_PROBLEM REQUIREMENTS_.
Scan the listing below for the word "numbered" and state how many lines hold it. Write nothing but the number.

_DATA FOR PROCESSING_.
☆ ☆ ☆ ☆ ☆ ☆ ☆
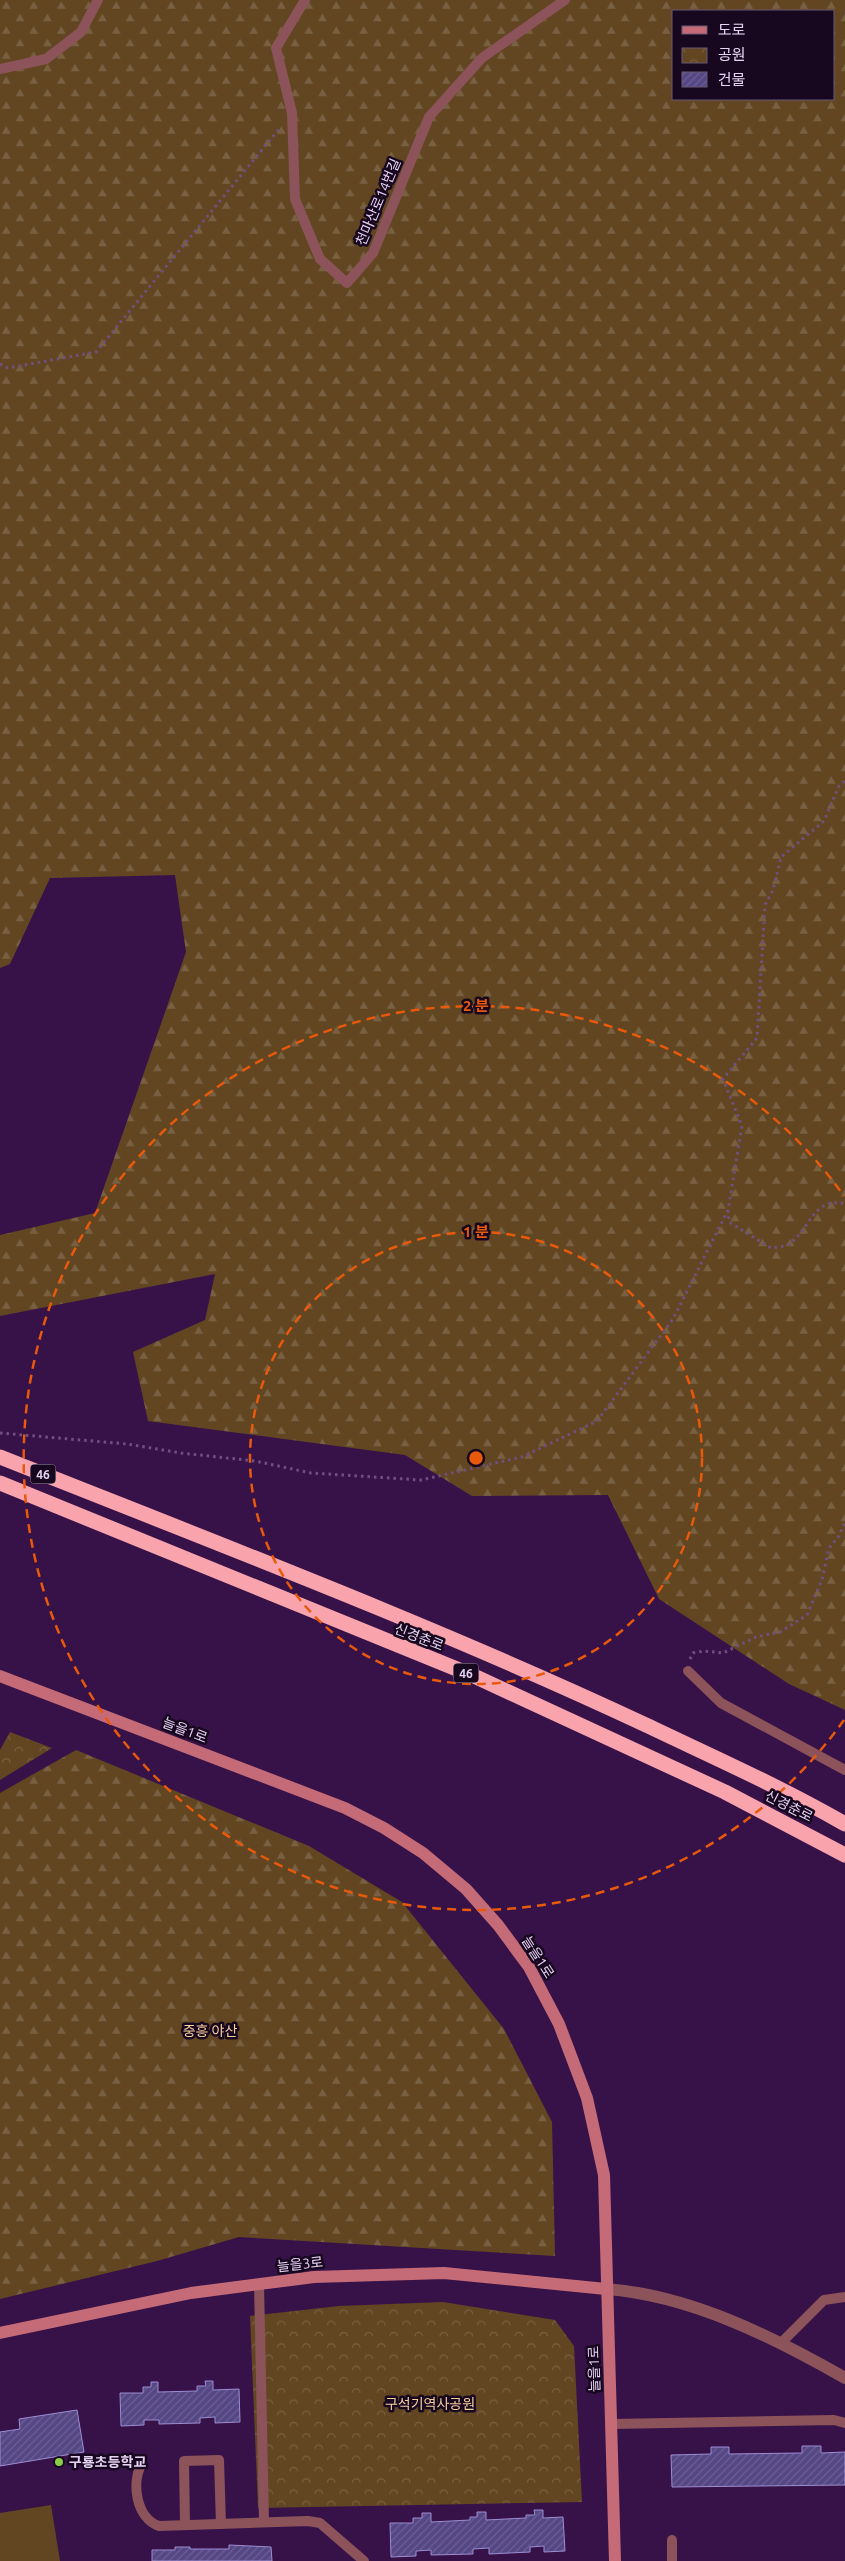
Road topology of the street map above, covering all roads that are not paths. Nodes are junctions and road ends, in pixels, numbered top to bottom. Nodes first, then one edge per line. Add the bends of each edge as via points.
☆ ☆ ☆ ☆ ☆ ☆ ☆
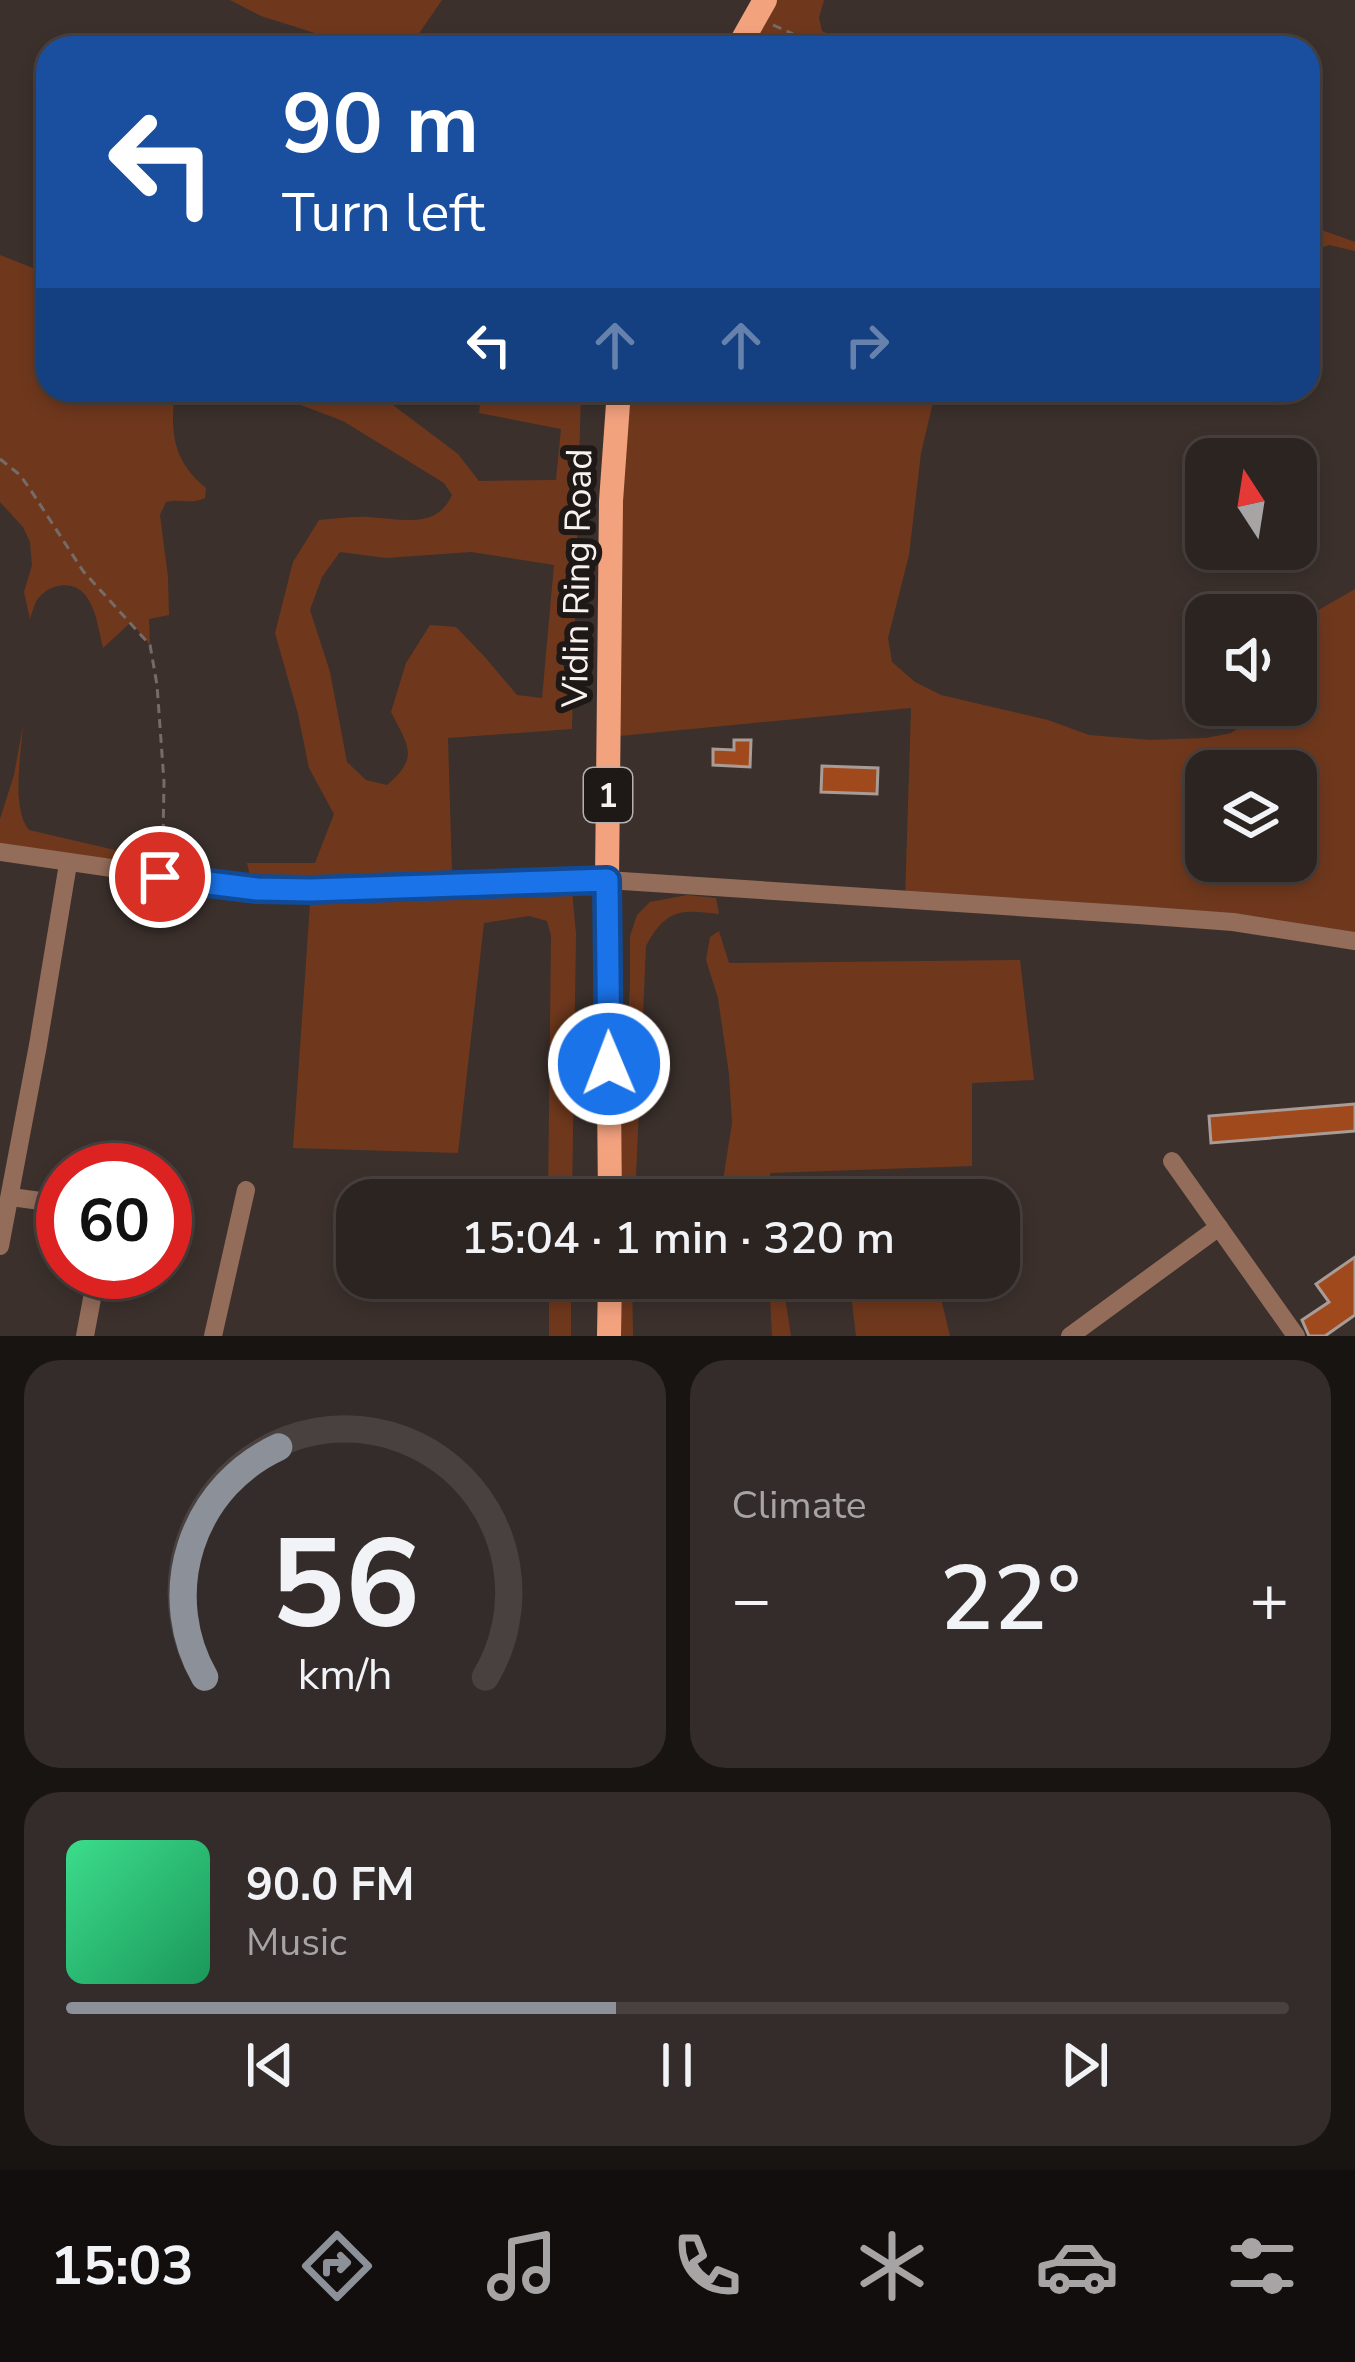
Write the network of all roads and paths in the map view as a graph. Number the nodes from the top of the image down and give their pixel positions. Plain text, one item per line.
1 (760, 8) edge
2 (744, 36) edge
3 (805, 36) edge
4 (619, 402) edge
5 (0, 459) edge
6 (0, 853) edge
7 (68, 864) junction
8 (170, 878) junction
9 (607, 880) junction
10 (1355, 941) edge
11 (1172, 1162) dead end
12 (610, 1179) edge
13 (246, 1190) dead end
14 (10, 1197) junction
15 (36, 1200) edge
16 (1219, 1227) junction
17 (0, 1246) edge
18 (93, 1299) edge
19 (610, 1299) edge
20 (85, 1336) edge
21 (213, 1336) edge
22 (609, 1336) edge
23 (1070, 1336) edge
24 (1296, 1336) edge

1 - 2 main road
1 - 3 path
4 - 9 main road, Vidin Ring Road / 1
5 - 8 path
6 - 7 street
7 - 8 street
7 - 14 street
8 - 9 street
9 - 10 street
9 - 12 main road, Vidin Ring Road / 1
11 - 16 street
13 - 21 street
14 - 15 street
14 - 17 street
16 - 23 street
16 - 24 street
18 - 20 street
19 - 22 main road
☆ ☆ ☆ ☆ ☆ ☆ ☆
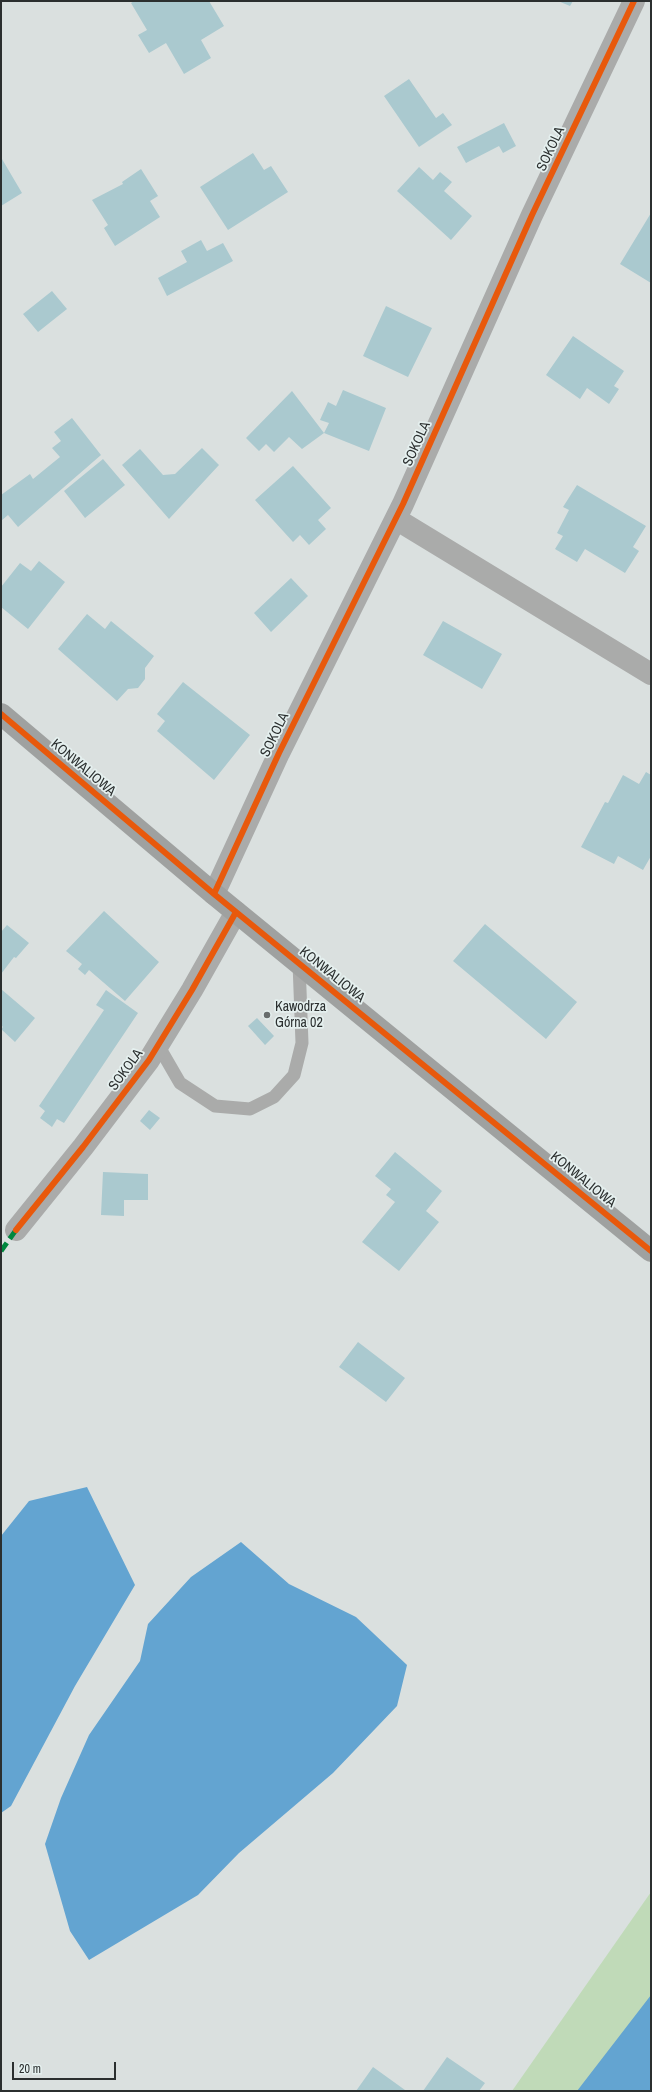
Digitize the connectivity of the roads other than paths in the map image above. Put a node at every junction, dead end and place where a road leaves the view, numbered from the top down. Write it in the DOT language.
☆ ☆ ☆ ☆ ☆ ☆ ☆
_EXERCISE SOLUTION_.
2